Pub Date: Oct. 1st, 2003
ISBN: 0-7432-3796-X
Publisher: Scribner

Unsolved murders are just the beginning of this bleak, perplexing tapestry of menace.

In their fourth outing (Blood on the Tongue, 2002, etc.), British investigative odd couple Diane Fry and Ben Cooper are dispatched to the remote moorland village of Withens to assure Sarah and Howard Renshaw that everything possible is being done to find their missing daughter, Emma. The unofficial but commonly held police belief is that 19-year-old Emma, who’s been missing for two years, was murdered. The Renshaws, however, live in a state of perpetual anticipation, speaking of their daughter in the present tense and expecting her imminent return home.
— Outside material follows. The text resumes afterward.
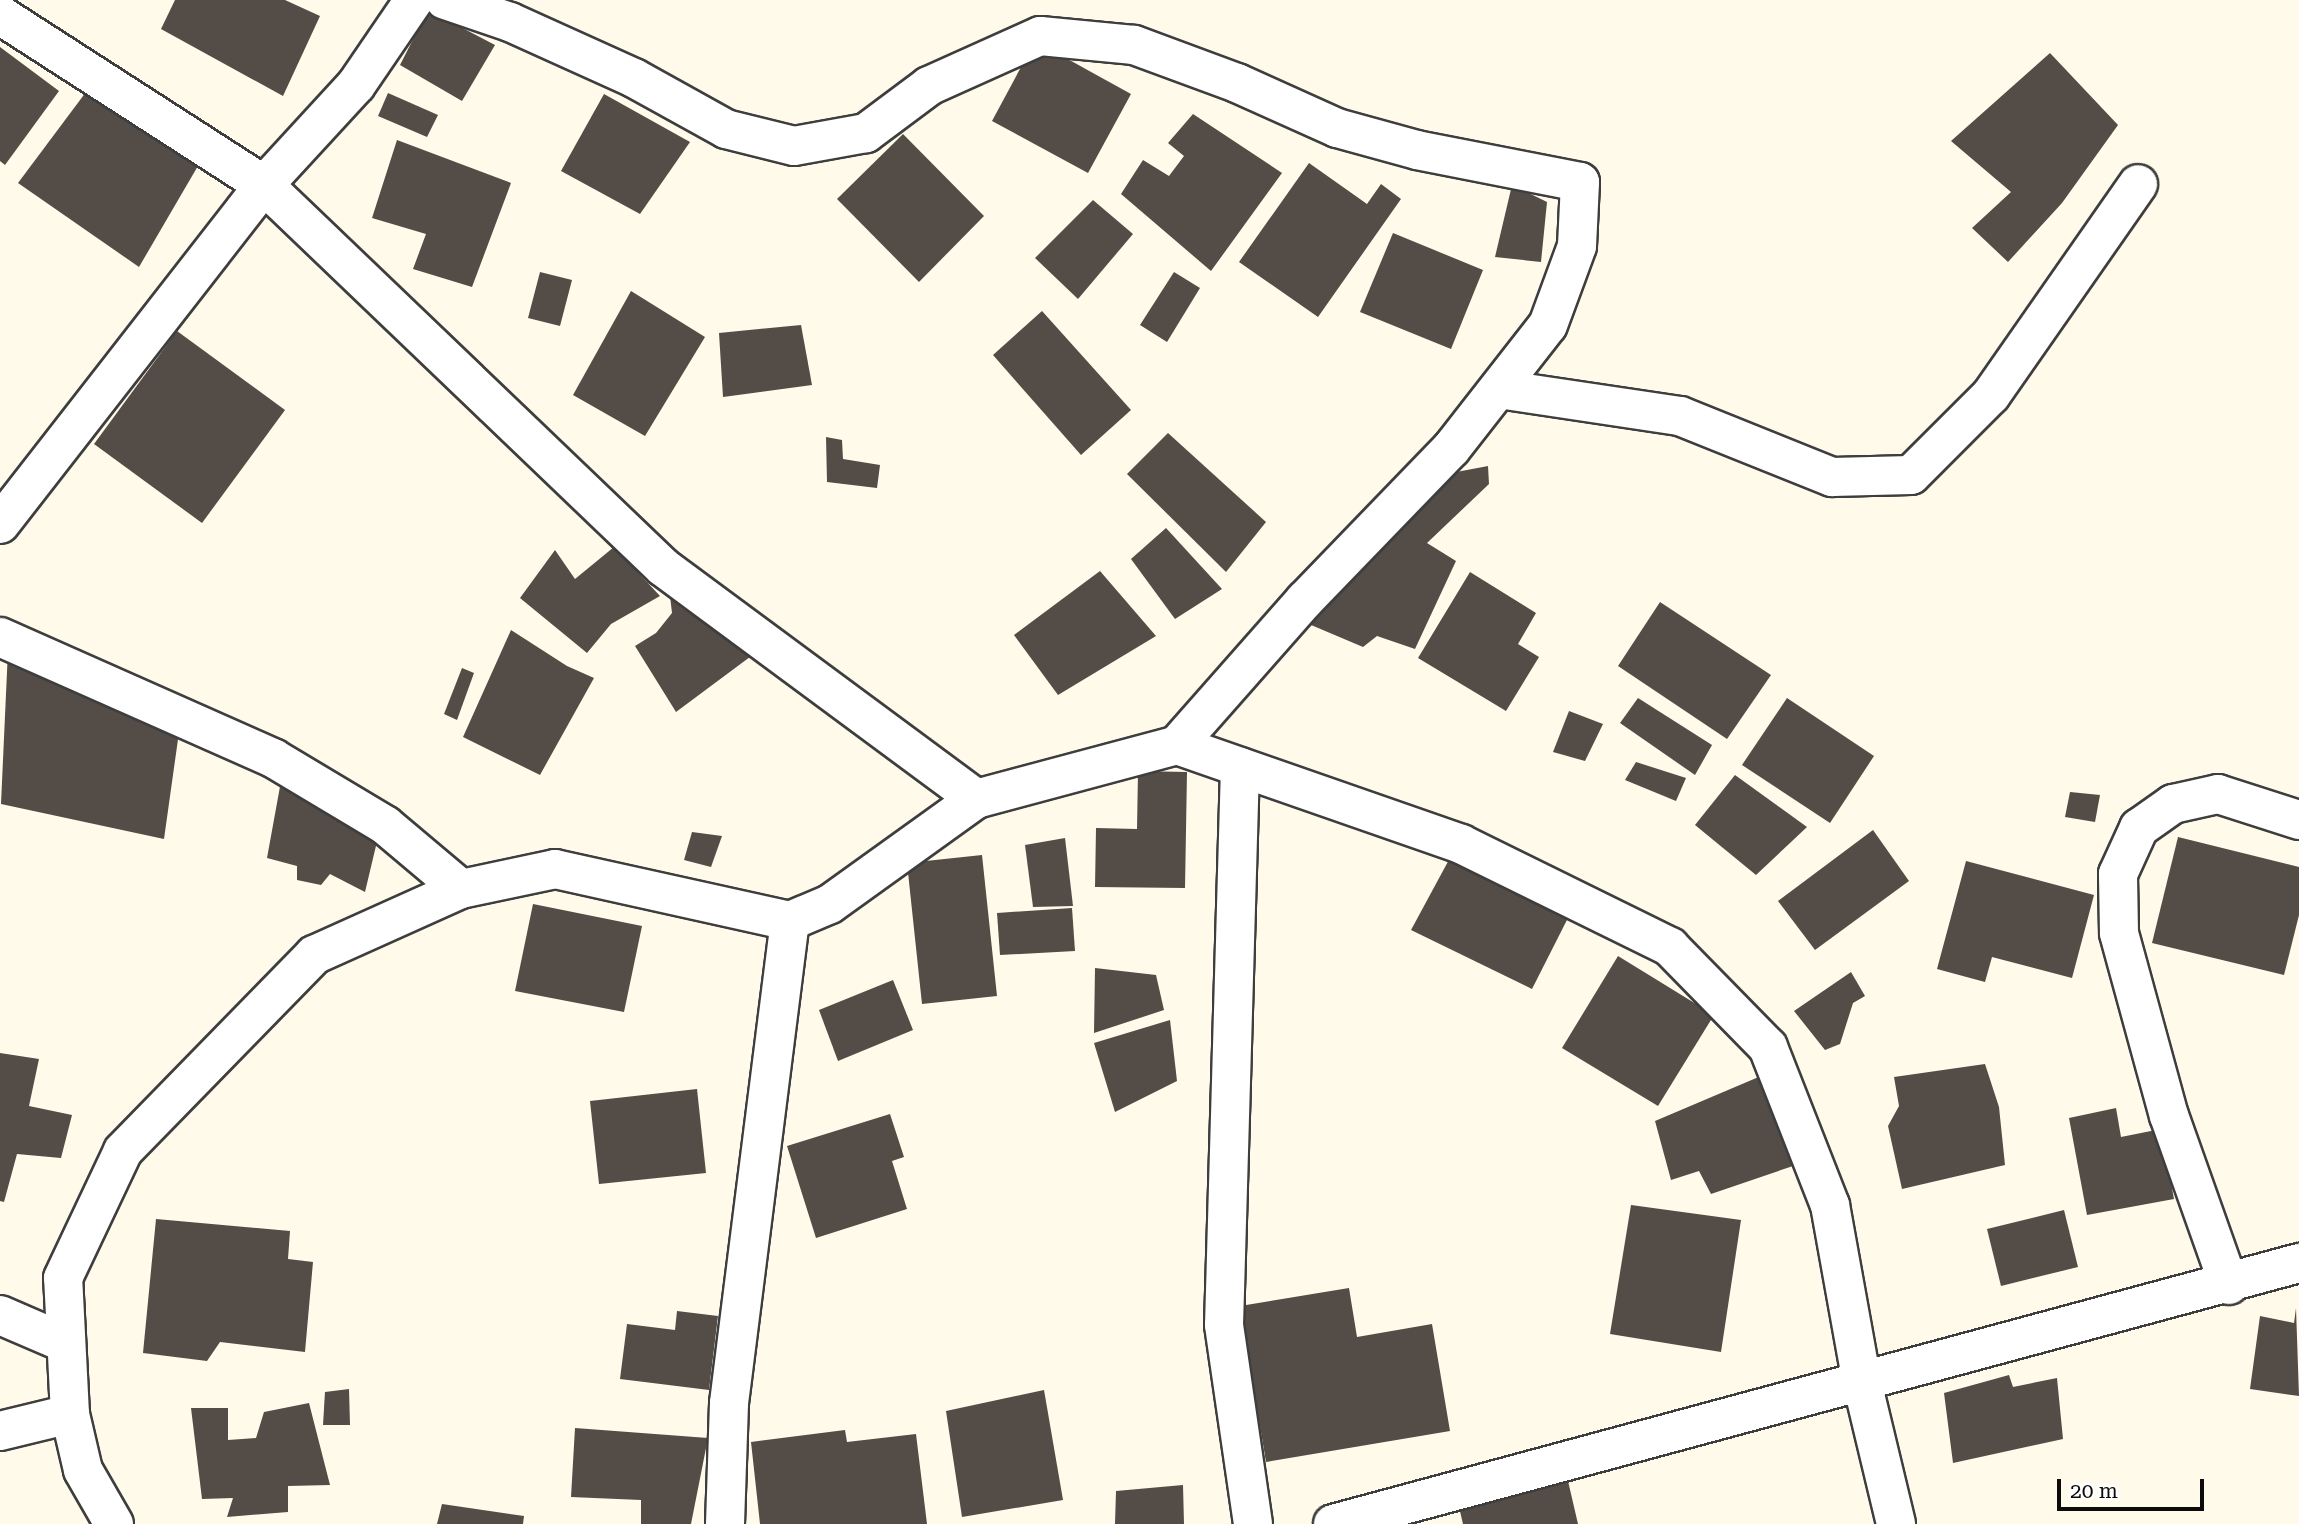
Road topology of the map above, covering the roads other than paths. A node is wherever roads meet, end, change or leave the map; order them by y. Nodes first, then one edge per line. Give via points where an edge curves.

The Renshaws’ vigil is only one of Withens’s many oddities. Fires occur randomly and without warning. The night air is regularly fouled not only by smoke but by random, unexplained screams. Many locals suspect that both these phenomena are the work of the unwieldy Oxley clan, which includes a brace of delinquent teenage boys. A rogue’s gallery of other suspects populate the region as well. When one of Emma’s former roommates is found murdered, with a peculiarly blackened face, Fry and Cooper intensify their probe. Booth also continues to chart the dynamics of the police squad, especially the relationship of the very private Sergeant Fry and the empathic Constable Cooper, which is tested when Fry’s long-estranged sister Angie shows up on Cooper’s doorstep.

Complex and challenging, but equally rewarding.